Albania, Bhutan, Nepal, Paraguay, Iceland, Ethiopia and the Democratic Republic of Congo produced more than 99.7 per cent of the electricity they consumed using geothermal, hydro, solar or wind power.
Data from the International Energy Agency (IEA) and International Renewable Energy Agency (IRENA) also revealed that a further 40 countries generated at least 50 per cent of the electricity they consumed from renewable energy technologies in 2021 and 2022 – including 11 European countries.
“We don’t need miracle technologies,” said Stanford University Professor Mark Jacobson, who published the data.
“We need to stop emissions by electrifying everything and providing the electricity with Wind, Water and Solar (WWS), which includes onshore wind, solar photovoltaics, concentrated solar power, geothermal electricity, small hydroelectricity, and large hydroelectricity.”
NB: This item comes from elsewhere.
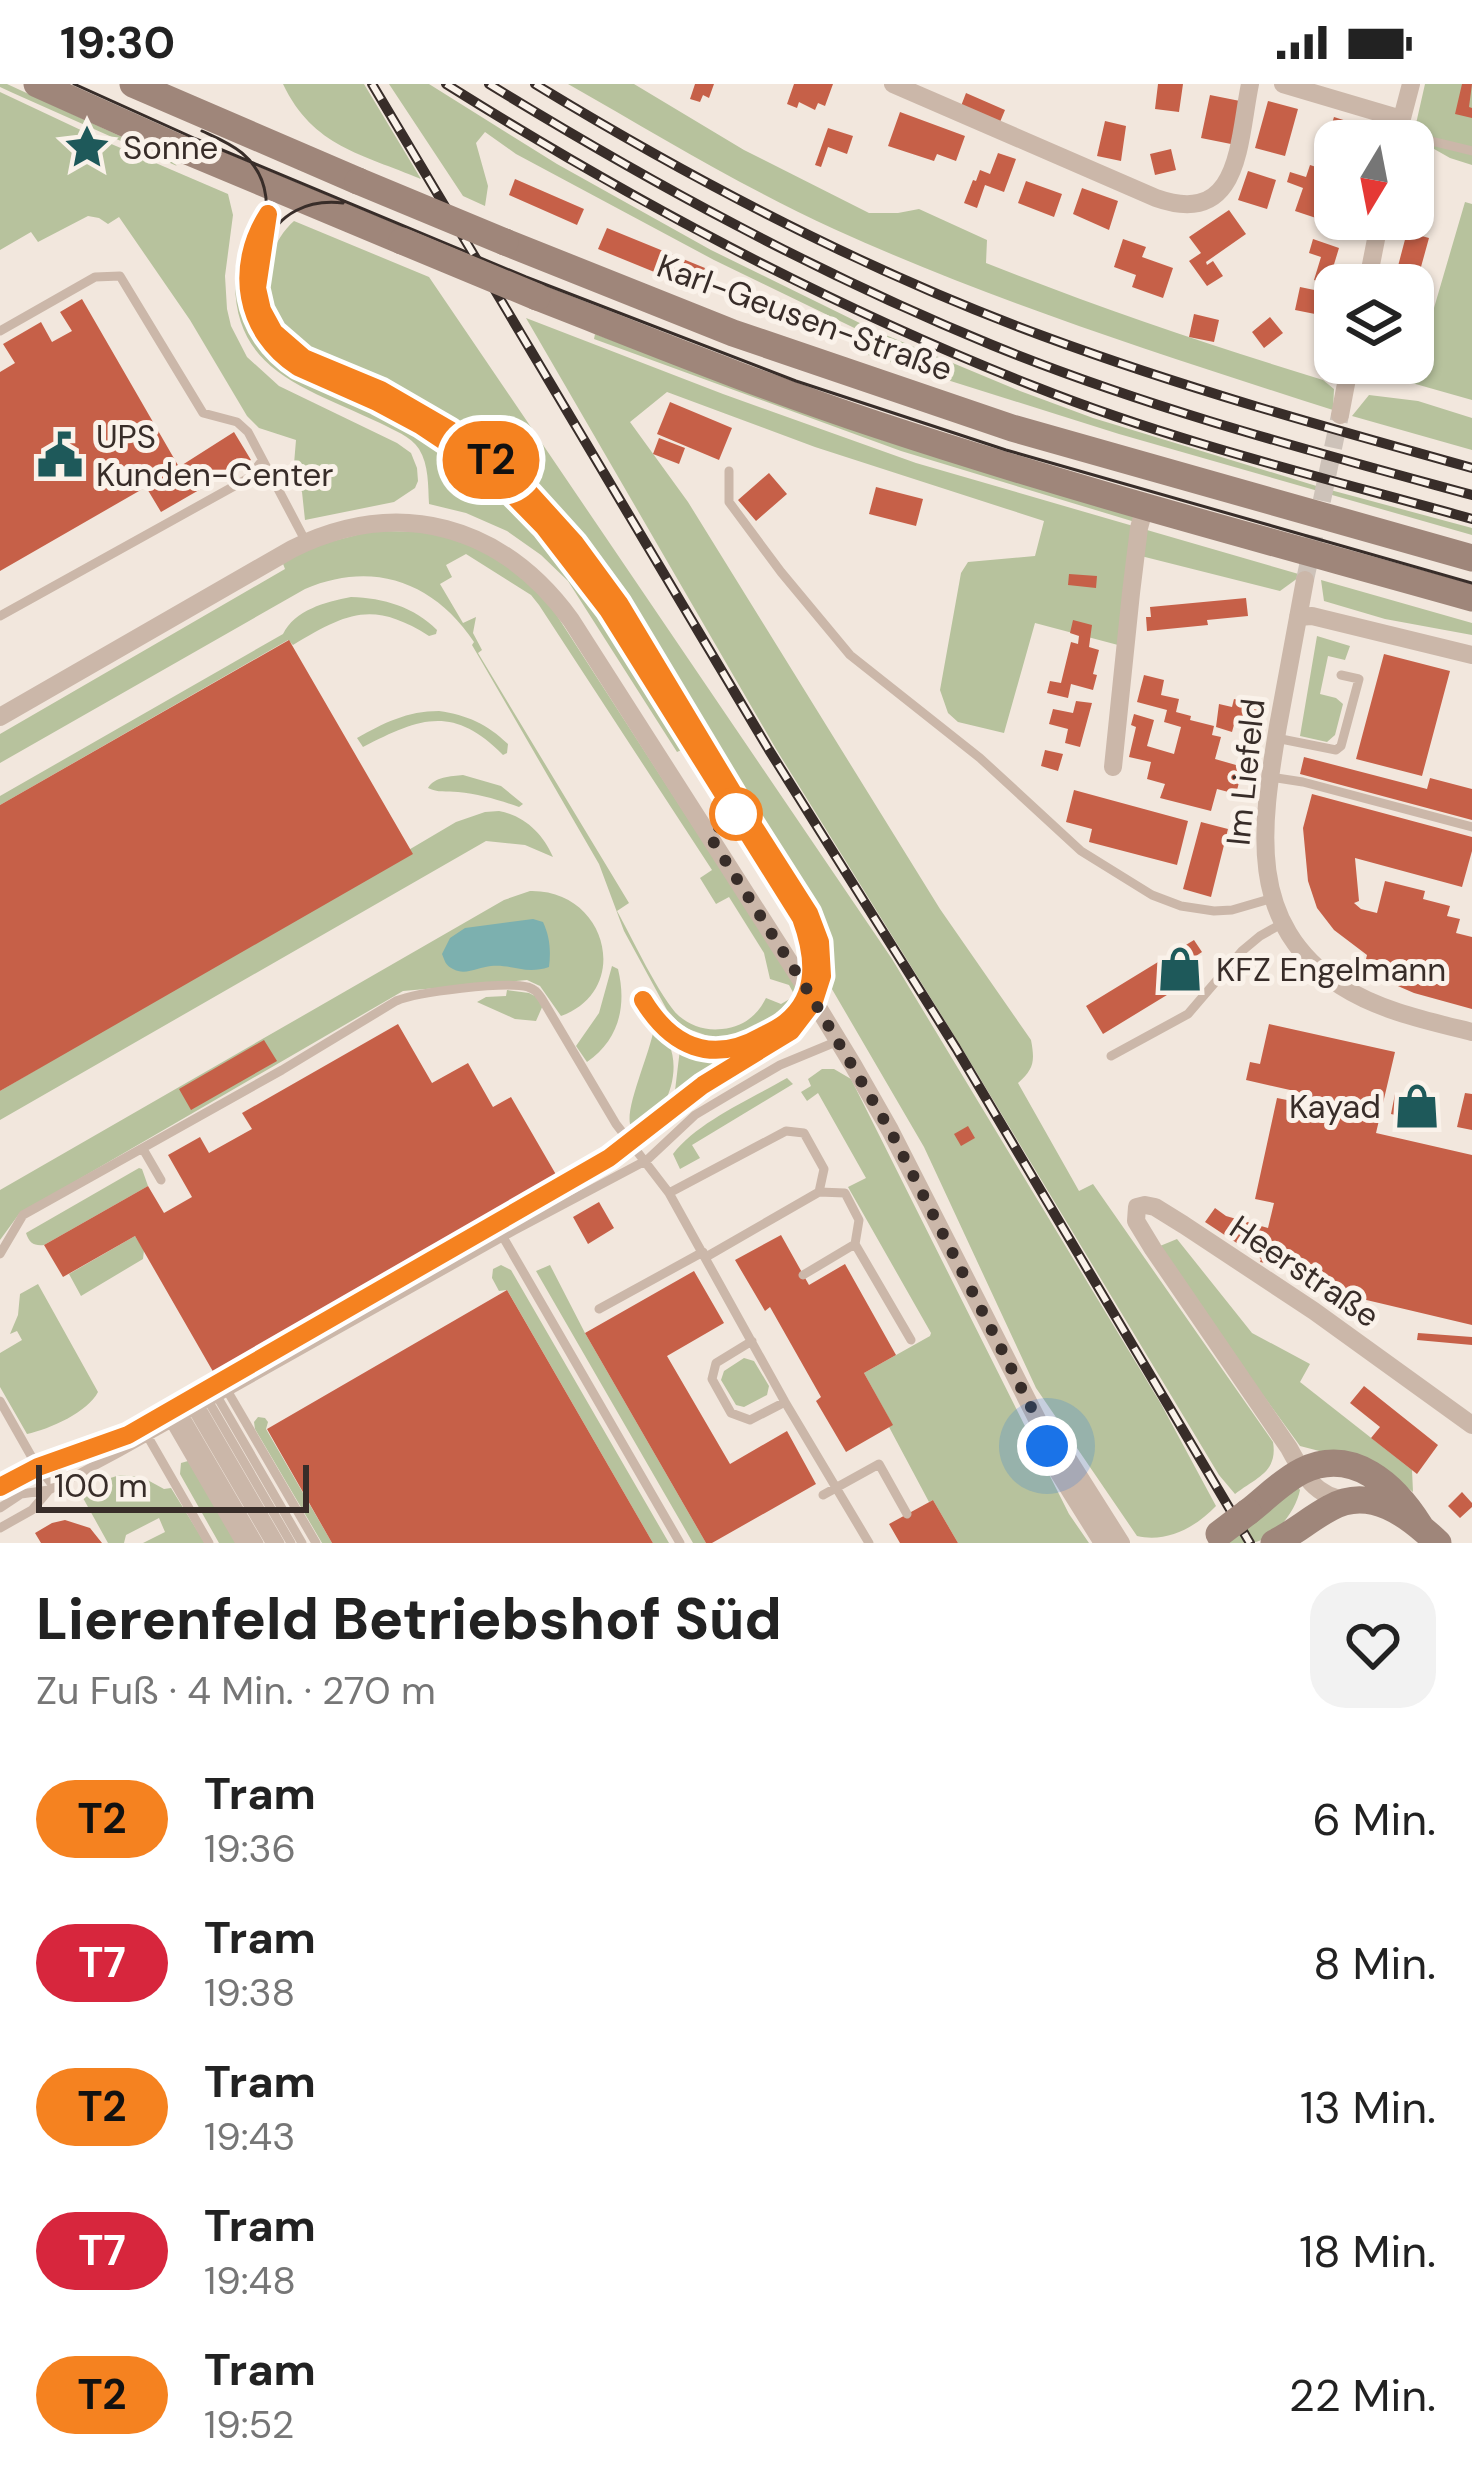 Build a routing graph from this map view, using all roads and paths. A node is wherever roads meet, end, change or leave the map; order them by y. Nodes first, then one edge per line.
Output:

Professor Jacobson also noted that other countries like Germany were also capable of running off 100 per cent renewable-generated electricity for short periods of time.
Figures released by the IEA in January show that the UK generated 41.5 per cent of its electricity from renewable sources in 2022 – up 10.5 per cent from the year before.
In Scotland, renewable energy technologies generated the equivalent of 113 per cent of the country’s overall electricity consumption in 2022.
Nearly 50 countries now generate more than 50 per cent of their electricity from renewable energy sources ( The Independent )
“These record-breaking figures are a major milestone on Scotland’s journey to net-zero, clearly demonstrating the enormous potential of our world-class renewable energy resources,” Claire Mack, chief executive of Scottish Renewables, said at the time.
While Scotland’s electricity generation was dominated by wind power, researchers predict that solar will come to dominate global electricity supplies over the coming decades.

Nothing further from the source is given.